Terror Link to Indonesia's Mystery Man?

Oct. 24, 2002 -- Barely two years ago, he was a largely unknown figure, one of thousands of Islamic clerics in the vast Indonesian archipelago whose popularity, for the most part, do not extend beyond their local congregations.

Today, Abu Bakar Bashir has become a key figure in the rapidly changing international war on terror, a man whose every move is followed by governments, intelligence agencies and news organizations around the world.

By some accounts, he could be one of Osama bin Laden's top lieutenants in Asia, and he is wanted for questioning in the wake of a bombing earlier this month on the island of Bali that killed scores of Western tourists. It was the deadliest terrorist attack since Sept. 11, 2001, in the United States.

An anti-American Islamic leader with a fair share of political clout in a country that is home to the world's largest Muslim population, Bashir is believed to head Jemaah Islamiyah, a shadowy Islamic group with alleged ties to bin Laden's al Qaeda network.

"Jemaah Islamiyah is al Qaeda-Southeast Asia," says Rohan Gunaratna, a former investigator at the U.N. Terrorism Prevention Branch, and author of Inside Al Qaeda: Global Network of Terror. "Originally an Indonesian group, it grew into a regional organization in the 1990s and its mission is to create a caliphate comprising Indonesia, Malaysia, Singapore and other parts of Southeast Asia."

While the governments of Indonesia and Malaysia have been alert to the threat posed by Bashir for some time, the reedy cleric with a wispy white beard first caught the attention of international media last December, when he was linked to an alleged plot to blow up the U.S. Embassy and other Western targets in Singapore.

It was an allegation over which Bashir unsuccessfully sued the government of Singapore earlier this year.

Bloodbath in Bali

But it was the deadly Oct. 12 bombing of a crowded nightclub in Bali that swung the international spotlight on the 65-year-old Indonesian cleric of Yemeni descent who has based his operations in the central Javanese town of Solo.

Although Indonesian authorities have said there is no proof Jemaah Islamiyah was responsible for the bombing, which killed more than 180 people, Indonesian police have admitted the attack bore the stamp of the militant group.

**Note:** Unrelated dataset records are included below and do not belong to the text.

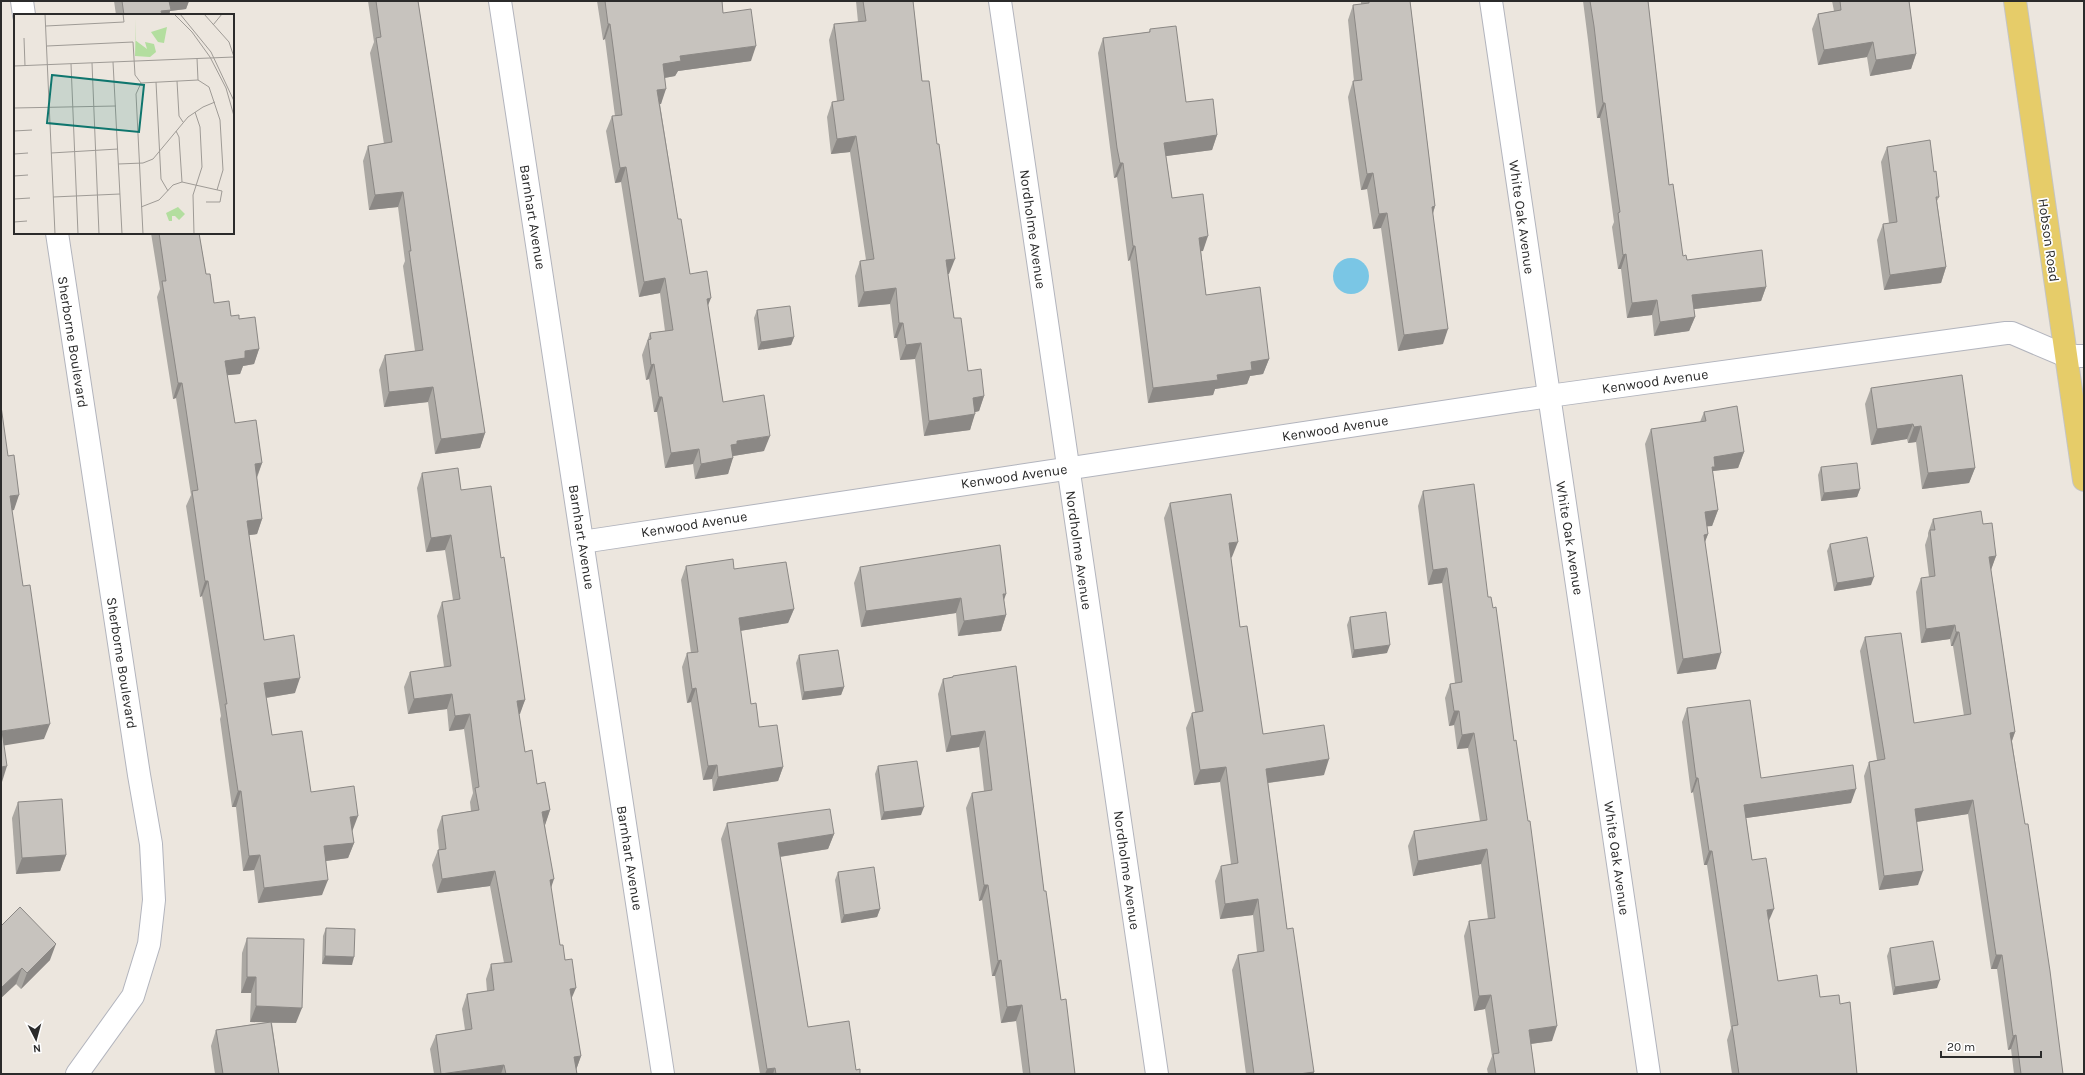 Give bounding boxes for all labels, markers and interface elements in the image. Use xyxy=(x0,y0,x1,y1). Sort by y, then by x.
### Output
inset map xyxy=(14,14,234,234)
street label: White Oak Avenue xyxy=(1505,159,1538,275)
street label: Barnhart Avenue xyxy=(516,163,549,271)
street label: Nordholme Avenue xyxy=(1016,168,1049,290)
street label: Hobson Road xyxy=(2034,197,2063,283)
street label: Sherborne Boulevard xyxy=(54,275,91,409)
street label: Kenwood Avenue xyxy=(1601,366,1709,397)
street label: Kenwood Avenue xyxy=(1281,412,1389,445)
street label: Kenwood Avenue xyxy=(960,461,1068,492)
street label: White Oak Avenue xyxy=(1552,480,1587,596)
street label: Barnhart Avenue xyxy=(565,483,598,591)
street label: Nordholme Avenue xyxy=(1062,489,1095,611)
street label: Kenwood Avenue xyxy=(640,508,748,541)
street label: Sherborne Boulevard xyxy=(103,596,140,730)
street label: White Oak Avenue xyxy=(1600,800,1633,916)
street label: Barnhart Avenue xyxy=(613,804,646,912)
street label: Nordholme Avenue xyxy=(1110,809,1143,931)
north arrow xyxy=(16,1019,56,1059)
scale bar xyxy=(1941,1033,2041,1059)
text: 20 m xyxy=(1947,1040,1975,1054)
text: N xyxy=(32,1042,42,1055) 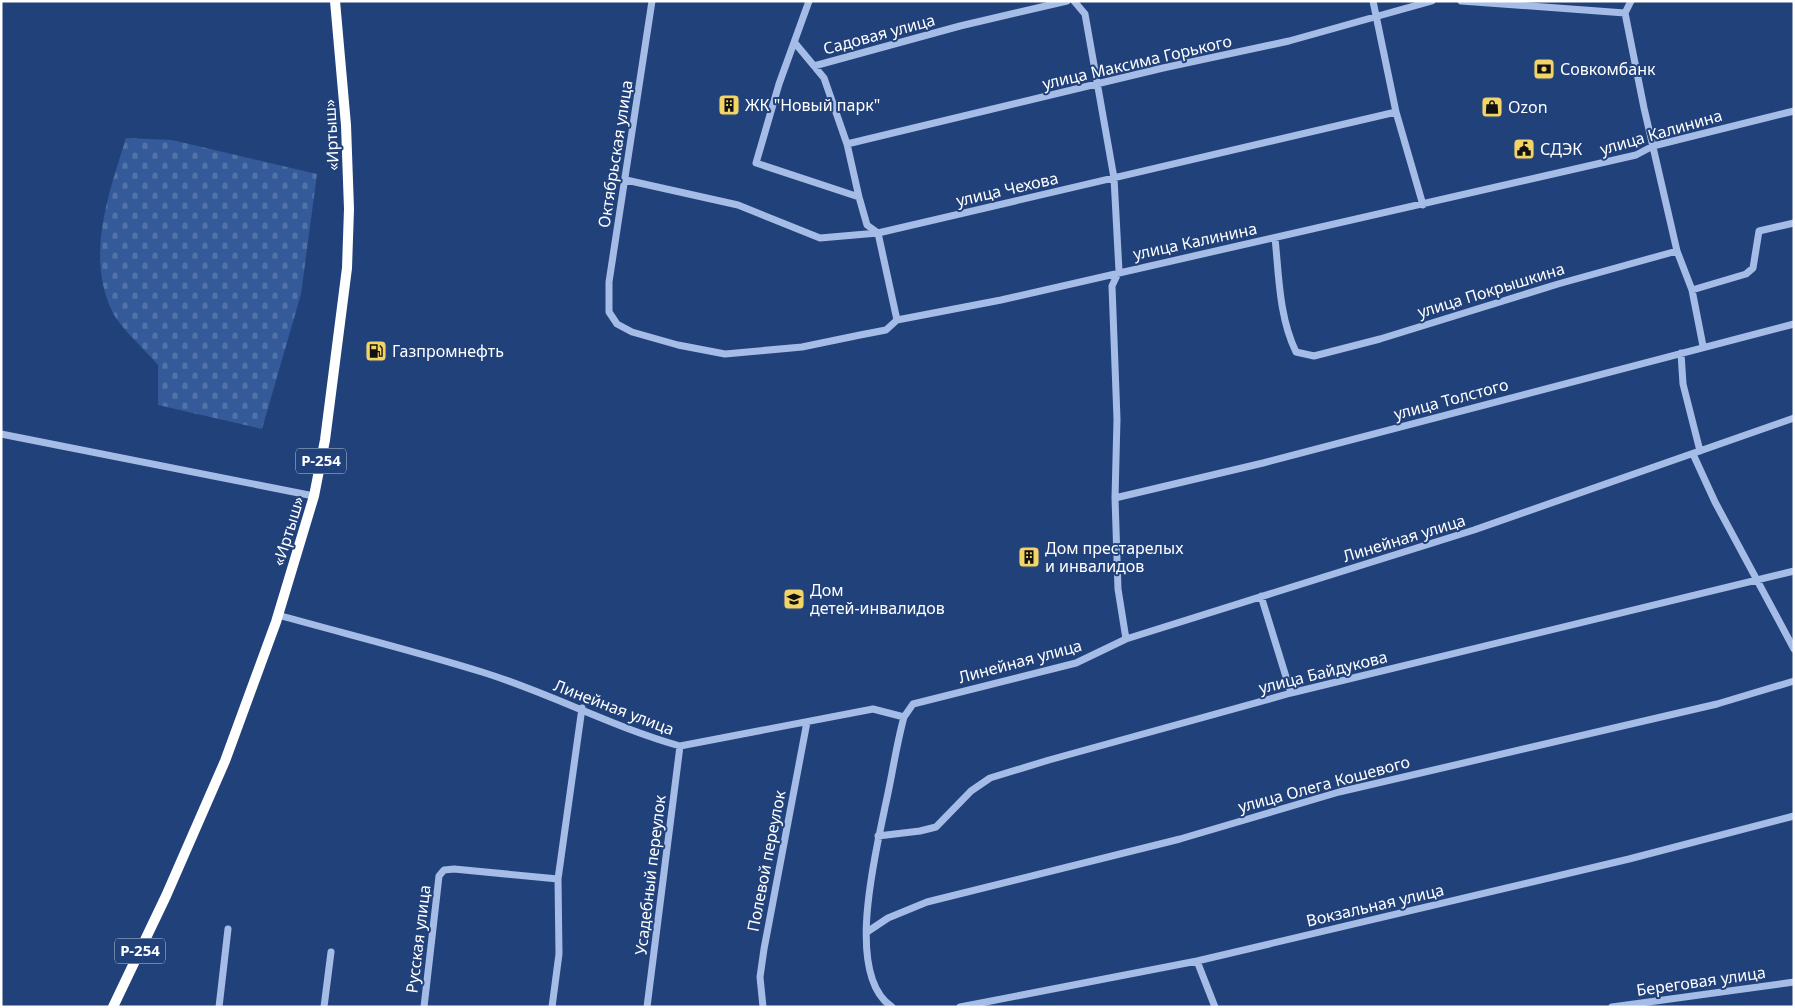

Meanwhile, the United States and Australia — a country that lost more than 90 of its citizens in the Bali attack — have been pressing to have Jemaah Islamiyah declared a terrorist group by the United Nations.

Amid mounting international dissatisfaction over its post-9/11 anti-terrorism measures, Indonesia announced the arrest of the controversial cleric last week.

But police are still waiting to question Bashir in connection with a series of church bombings in the capital, Jakarta, in December 2000 and in an alleged plot to assassinate President Megawati Sukarnoputri.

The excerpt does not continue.